**Problem to work on**
Return, exactly and in full, the lines of the records below starting at the one with "ring tip: (303, 286)" and ending at the one with "middle mcp: (228, 220)", and no other lines.

**Data for the task**
▼
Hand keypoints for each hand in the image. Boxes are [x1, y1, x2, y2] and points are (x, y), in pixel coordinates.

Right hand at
▲
▼
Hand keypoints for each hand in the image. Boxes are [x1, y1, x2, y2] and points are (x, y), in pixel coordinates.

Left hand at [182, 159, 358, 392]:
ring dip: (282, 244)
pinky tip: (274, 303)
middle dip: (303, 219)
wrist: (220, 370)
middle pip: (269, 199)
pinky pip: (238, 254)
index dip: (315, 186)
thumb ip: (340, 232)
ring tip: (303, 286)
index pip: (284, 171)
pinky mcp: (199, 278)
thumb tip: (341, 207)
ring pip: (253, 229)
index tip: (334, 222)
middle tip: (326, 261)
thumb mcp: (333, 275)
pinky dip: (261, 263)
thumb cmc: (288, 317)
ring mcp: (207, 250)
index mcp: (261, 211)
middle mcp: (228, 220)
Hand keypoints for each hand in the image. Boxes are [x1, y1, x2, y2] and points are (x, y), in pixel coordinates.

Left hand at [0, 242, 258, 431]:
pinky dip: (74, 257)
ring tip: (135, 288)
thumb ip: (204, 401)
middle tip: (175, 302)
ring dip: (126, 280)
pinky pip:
▲
**Answer**
ring tip: (303, 286)
index pip: (284, 171)
pinky mcp: (199, 278)
thumb tip: (341, 207)
ring pip: (253, 229)
index tip: (334, 222)
middle tip: (326, 261)
thumb mcp: (333, 275)
pinky dip: (261, 263)
thumb cmc: (288, 317)
ring mcp: (207, 250)
index mcp: (261, 211)
middle mcp: (228, 220)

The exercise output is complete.